Recently, Pan’s team, in collaboration with the teams of Jianfeng Li and Shisheng Zheng at Xiamen University, proposed an automated framework for active phase discovery in heterogeneous catalysis, integrating graph-theory-based structural chemistry, topological data analysis, and machine-learning force fields. By employing a topology-guided sampling algorithm coupled with machine learning, the study achieved systematic sampling and efficient computation of active phases across diverse catalytic materials. This provides a new technical pathway for mechanistic studies of heterogeneous catalysis and for catalyst design. The results were published in Nature Communications (2025, 16, 2542) under the title “Active Phase Discovery in Heterogeneous Catalysis via Topology-Guided Sampling and Machine Learning.”
In heterogeneous catalysis, identifying the active phase is essential for understanding reaction mechanisms. However, the atomic structure of catalyst surfaces and interiors undergoes complex evolution under environmental conditions, and traditional computational methods struggle to efficiently cover the vast structural space. To address this challenge, the team proposed a sampling algorithm based on algebraic topology persistent homology theory (PH-SA). This algorithm employs persistent homology analysis to detect potential adsorption/embedding sites in a bottom-up manner. PH-SA enables exploration of interactions between active species and surfaces, subsurfaces, and even bulk regions, without morphological constraints, making it applicable to both crystalline and amorphous structures.

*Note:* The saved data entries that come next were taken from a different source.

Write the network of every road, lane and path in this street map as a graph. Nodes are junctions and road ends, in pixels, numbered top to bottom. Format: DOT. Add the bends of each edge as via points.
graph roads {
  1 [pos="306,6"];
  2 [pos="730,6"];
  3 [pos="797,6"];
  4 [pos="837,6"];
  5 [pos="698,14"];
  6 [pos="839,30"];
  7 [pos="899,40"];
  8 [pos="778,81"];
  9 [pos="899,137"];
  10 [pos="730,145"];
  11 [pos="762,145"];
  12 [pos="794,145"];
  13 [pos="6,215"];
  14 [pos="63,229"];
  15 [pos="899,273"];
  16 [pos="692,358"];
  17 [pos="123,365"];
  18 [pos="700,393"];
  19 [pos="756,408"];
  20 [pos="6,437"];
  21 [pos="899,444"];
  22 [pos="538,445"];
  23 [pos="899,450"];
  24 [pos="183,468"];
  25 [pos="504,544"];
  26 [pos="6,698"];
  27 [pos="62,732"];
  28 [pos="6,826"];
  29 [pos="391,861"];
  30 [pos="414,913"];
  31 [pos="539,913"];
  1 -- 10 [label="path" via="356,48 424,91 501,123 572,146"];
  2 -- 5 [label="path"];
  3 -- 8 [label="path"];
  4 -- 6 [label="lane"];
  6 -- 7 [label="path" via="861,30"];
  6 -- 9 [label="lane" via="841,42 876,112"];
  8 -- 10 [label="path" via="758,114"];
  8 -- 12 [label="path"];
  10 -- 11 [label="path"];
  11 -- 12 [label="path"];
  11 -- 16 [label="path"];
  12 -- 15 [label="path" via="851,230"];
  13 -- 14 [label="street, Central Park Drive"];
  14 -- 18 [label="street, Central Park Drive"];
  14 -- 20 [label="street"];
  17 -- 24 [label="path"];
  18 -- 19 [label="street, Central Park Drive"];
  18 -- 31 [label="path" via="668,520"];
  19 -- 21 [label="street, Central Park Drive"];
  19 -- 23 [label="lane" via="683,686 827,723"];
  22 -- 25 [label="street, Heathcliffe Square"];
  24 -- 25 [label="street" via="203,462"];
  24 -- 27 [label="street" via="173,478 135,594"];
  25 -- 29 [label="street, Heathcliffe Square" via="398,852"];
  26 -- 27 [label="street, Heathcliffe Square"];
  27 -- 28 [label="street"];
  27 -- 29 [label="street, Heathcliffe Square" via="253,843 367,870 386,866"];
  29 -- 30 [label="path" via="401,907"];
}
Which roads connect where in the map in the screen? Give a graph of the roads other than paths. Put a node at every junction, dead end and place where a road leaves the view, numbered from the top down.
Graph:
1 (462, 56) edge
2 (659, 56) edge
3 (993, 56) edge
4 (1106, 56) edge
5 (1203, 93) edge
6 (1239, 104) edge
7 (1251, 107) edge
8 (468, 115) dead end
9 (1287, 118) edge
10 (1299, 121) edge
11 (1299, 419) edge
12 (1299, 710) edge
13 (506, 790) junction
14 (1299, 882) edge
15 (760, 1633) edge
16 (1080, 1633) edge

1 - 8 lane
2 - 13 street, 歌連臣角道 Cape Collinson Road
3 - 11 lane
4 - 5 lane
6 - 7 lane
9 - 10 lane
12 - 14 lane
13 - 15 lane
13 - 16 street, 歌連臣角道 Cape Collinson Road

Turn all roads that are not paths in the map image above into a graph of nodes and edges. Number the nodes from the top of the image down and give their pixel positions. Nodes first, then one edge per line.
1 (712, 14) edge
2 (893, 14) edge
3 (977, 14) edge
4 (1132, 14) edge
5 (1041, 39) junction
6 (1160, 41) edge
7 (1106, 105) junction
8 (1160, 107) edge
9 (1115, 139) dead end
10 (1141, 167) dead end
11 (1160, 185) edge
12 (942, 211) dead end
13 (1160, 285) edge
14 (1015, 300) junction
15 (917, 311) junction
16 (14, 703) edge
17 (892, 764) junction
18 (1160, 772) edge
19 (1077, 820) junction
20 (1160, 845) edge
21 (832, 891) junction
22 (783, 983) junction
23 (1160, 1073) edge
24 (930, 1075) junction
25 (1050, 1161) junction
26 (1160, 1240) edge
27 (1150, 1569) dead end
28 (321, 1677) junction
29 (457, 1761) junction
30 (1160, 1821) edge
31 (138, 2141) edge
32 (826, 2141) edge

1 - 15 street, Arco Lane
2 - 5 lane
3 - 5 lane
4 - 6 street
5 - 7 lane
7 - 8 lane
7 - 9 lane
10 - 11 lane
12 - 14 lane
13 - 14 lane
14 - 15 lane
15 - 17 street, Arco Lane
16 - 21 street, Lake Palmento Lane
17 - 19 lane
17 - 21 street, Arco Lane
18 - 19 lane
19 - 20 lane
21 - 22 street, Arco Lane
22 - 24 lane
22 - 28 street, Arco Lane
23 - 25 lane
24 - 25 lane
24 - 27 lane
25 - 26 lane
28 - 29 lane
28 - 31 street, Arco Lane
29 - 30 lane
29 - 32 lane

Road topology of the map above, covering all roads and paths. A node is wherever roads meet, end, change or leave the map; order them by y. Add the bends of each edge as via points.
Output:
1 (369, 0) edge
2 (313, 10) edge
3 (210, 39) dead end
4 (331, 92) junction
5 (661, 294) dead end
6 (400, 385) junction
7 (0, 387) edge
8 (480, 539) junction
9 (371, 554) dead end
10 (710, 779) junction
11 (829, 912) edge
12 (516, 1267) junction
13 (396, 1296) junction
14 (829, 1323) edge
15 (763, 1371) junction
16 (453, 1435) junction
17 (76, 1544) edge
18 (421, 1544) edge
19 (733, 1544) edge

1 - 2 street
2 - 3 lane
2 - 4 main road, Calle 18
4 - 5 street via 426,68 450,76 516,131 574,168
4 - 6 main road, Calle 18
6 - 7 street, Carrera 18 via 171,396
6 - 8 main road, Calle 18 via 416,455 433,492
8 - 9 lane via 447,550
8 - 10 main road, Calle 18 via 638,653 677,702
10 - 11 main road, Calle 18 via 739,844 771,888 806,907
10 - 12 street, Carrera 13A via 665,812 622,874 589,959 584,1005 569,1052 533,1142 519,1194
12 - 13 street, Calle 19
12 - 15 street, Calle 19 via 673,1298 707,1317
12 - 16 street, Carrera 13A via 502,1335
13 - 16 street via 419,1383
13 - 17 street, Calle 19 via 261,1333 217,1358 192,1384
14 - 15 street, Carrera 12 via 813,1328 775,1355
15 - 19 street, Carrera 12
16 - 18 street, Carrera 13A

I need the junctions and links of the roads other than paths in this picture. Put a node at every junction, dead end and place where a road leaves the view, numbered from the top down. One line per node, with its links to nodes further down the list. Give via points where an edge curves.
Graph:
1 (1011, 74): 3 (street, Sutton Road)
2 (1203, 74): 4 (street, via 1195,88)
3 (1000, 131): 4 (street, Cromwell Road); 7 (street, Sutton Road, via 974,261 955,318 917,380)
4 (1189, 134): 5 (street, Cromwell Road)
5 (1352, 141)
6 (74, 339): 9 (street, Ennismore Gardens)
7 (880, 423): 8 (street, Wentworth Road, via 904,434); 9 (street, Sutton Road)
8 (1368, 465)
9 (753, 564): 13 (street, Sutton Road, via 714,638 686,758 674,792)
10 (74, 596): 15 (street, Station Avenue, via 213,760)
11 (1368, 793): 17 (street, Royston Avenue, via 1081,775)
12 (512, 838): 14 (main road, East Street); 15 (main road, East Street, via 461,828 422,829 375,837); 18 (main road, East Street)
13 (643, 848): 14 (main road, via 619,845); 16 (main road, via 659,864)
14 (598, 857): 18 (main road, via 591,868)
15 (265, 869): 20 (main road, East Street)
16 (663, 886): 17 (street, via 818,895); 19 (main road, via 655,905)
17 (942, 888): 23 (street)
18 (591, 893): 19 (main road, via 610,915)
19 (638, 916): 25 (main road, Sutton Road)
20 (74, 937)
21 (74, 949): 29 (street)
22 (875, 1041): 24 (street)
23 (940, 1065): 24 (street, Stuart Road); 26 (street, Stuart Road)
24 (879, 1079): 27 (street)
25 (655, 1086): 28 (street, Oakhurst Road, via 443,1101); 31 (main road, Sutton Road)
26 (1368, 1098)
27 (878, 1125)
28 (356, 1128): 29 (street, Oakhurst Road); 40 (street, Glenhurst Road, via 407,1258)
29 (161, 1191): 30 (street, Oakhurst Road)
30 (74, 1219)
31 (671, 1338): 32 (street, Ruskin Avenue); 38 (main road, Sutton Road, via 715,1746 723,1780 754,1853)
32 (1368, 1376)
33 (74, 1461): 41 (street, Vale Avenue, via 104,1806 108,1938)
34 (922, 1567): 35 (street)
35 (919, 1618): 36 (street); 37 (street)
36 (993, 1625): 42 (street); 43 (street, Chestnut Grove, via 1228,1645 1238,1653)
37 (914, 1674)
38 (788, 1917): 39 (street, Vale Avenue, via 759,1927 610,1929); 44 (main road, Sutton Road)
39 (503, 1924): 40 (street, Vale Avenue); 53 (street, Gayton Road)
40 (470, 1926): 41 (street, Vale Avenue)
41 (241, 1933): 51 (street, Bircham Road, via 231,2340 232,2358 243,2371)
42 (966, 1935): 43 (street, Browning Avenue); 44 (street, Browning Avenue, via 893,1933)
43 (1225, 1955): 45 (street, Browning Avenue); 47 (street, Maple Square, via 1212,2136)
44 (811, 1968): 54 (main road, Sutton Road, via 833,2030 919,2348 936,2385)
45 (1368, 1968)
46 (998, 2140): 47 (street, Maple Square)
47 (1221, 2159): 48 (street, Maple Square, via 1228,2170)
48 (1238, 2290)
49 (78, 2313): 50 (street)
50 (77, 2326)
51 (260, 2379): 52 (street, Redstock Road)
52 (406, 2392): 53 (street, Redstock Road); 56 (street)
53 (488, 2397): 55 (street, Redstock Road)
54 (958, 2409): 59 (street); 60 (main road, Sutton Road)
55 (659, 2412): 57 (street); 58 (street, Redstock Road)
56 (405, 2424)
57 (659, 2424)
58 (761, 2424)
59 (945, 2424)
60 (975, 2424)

Figure 1. Overview of the persistent homology–based sampling algorithm (PH-SA) and the general framework for active phase exploration.
The effectiveness of the framework is demonstrated using two representative systems. In the Pd–H system, more than 50,000 possible hydrogen adsorption/embedding configurations were screened, and machine-learning force fields were employed to calculate the distribution of active phases at different hydrogen concentrations. Under electrochemical conditions, the Pd(100) surface was found to reconstruct from four-fold to six-fold vacancies, a phenomenon closely associated with enhanced catalytic activity in CO2 electroreduction. In the Pt–O system, over 100,000 oxidation configurations of Pt nanoclusters were analyzed. With increasing oxygen concentration, Pt55 clusters gradually developed internal Pt–O coordination structures, leading to reduced oxygen reduction reaction activity. These findings show strong consistency with experimental observations.

Figure 2. Analysis of PdHx systems at different hydrogen concentrations.

Figure 3. Analysis of PtOx systems at different oxygen concentrations.
The study demonstrates that topology-based sampling methods can effectively overcome the limitations of traditional intuition-driven sampling strategies. When combined with the computational efficiency of AI-enabled machine-learning force fields, this approach enables automated exploration of large structural spaces. The research team emphasized that the method is not limited to metal catalysts but can also be extended to other complex catalytic systems, such as CuOx phase transitions in CO2 electroreduction and the energy storage mechanisms of SiOx in lithium-ion batteries.
Professor Feng Pan of the SAM, Peking University Shenzhen Graduate School, Dr. Shisheng Zheng, a PhD graduate of PKUSZ, and Professor Jianfeng Li of Xiamen University are the corresponding authors of this work. Shisheng Zheng and Ximing Zhang from the Institute of Artificial Intelligence, Xiamen University, are the first authors. This research was supported by the National Natural Science Foundation of China and the Guangdong Provincial Key Laboratory programs.